For the last time I am writing to you from the place which is dearest to me in all the universe. My personal things are packed and on the way to Custer. Tokacon is waiting with his torch to set fire to my palace of dreams.

I could not return to your world—to my old world if I thought that other souls than ours were living in my home. The land, I have given to my Indian with sufficient money to build a home for himself, but not one corner of my own shall remain to be profaned by other human emotions.

Now I am sitting in the machine at a safe distance from the flames, which amuse my son, who is wild with joy and excitement over it. Tokacon groans and I weep, for it is a tomb in flames before us.
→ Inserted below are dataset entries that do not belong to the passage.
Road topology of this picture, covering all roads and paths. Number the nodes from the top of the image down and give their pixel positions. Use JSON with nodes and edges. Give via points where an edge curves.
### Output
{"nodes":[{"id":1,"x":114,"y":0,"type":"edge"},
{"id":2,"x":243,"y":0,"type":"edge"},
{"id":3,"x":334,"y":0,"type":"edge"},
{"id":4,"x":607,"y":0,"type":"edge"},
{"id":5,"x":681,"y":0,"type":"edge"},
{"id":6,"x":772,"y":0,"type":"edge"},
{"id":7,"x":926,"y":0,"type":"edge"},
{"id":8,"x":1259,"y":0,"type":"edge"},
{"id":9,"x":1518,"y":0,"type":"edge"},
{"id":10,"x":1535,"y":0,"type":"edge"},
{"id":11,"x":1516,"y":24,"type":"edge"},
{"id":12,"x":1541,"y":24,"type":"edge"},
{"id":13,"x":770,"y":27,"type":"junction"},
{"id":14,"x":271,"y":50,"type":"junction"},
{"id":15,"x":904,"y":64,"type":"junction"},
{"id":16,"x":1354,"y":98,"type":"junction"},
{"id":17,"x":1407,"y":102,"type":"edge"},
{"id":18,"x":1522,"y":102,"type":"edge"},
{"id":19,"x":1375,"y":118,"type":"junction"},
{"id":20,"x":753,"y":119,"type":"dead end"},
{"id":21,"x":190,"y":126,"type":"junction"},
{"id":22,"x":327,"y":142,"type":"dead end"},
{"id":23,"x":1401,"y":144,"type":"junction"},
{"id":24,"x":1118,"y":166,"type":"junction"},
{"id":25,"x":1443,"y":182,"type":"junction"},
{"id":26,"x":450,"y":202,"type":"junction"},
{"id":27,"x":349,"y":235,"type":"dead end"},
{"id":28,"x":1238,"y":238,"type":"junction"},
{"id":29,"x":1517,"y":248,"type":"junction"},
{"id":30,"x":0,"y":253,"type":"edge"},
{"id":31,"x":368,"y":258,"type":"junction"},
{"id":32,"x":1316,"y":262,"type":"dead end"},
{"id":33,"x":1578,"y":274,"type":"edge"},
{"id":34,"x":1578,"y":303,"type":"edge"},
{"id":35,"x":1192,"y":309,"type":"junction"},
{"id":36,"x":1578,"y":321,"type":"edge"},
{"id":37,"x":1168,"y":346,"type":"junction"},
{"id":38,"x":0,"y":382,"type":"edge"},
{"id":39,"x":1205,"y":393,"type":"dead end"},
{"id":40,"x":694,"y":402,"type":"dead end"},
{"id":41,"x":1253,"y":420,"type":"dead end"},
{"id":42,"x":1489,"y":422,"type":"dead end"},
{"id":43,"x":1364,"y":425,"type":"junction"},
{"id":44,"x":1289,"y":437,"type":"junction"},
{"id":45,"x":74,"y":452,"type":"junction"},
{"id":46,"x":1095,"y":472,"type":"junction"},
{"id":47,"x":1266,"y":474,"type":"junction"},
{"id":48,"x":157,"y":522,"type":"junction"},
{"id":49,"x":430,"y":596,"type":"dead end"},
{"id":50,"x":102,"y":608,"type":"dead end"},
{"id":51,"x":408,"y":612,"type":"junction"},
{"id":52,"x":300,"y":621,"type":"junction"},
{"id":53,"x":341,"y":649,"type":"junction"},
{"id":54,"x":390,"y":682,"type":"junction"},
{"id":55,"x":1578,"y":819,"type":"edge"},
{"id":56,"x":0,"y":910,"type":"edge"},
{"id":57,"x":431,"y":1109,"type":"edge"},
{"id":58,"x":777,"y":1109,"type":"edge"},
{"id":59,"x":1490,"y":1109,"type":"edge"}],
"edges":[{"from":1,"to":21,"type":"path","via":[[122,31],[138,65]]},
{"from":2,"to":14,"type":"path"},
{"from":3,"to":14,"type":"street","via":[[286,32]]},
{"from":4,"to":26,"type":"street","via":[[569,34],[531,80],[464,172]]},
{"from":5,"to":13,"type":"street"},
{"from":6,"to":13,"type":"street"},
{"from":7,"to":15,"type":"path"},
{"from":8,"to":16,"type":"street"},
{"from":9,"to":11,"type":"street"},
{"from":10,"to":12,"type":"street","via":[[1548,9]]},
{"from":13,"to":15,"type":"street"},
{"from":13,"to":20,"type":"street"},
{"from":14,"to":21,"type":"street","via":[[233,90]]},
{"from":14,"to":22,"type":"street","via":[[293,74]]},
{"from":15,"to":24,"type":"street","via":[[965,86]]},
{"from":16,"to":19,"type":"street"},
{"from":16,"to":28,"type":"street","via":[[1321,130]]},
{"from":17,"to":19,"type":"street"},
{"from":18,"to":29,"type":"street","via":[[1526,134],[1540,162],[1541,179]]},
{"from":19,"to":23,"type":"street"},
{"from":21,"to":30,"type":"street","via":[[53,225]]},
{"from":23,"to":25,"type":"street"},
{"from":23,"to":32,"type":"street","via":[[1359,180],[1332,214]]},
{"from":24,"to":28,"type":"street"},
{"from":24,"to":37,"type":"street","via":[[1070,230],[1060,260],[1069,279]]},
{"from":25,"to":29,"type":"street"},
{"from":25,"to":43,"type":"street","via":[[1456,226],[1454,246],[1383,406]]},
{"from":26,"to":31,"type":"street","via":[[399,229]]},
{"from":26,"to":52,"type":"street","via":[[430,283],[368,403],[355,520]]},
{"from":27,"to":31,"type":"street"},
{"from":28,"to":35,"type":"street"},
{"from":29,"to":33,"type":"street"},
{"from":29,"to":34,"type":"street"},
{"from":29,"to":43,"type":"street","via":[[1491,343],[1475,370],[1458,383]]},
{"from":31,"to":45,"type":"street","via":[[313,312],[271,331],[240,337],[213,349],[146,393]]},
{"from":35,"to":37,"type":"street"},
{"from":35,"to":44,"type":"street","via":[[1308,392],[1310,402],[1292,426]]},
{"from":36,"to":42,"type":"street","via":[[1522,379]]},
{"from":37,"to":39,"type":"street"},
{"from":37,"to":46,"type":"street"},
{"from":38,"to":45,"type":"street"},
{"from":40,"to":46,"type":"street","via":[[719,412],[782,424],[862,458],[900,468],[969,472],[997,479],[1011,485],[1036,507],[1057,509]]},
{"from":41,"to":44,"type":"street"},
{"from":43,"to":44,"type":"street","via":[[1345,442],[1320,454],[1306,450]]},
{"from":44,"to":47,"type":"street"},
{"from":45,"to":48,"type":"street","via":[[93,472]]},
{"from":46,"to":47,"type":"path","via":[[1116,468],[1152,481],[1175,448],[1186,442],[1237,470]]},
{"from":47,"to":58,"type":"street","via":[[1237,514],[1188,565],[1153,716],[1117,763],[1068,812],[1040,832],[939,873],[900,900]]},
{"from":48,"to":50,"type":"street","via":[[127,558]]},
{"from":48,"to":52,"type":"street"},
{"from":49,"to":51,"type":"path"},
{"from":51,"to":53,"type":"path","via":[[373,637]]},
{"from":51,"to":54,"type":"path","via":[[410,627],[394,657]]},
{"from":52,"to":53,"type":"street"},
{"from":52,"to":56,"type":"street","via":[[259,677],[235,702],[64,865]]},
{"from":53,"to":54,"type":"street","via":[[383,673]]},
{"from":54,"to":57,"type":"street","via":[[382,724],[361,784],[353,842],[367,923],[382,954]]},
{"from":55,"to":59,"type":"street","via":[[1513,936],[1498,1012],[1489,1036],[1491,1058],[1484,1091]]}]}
Ashes—ashes—everywhere—in my home and in my heart, and every where except in the smiles of my child.

Donald has given me back my home and he has taken rooms at the club—what people think and what people say, mean nothing to me. I shall try bravely to construct something out of the ashes of three lives that will be worthy of the respect of God's elect. I cannot teach myself to forget; I can only await with patience the reawakening which for the sake of Donald and my son, pray God, will not delay too long its coming. I suppose the family cannot be built on a foundation of passion, because something on earth always becomes revengeful when human beings are too happy. I shall never try to be too happy again.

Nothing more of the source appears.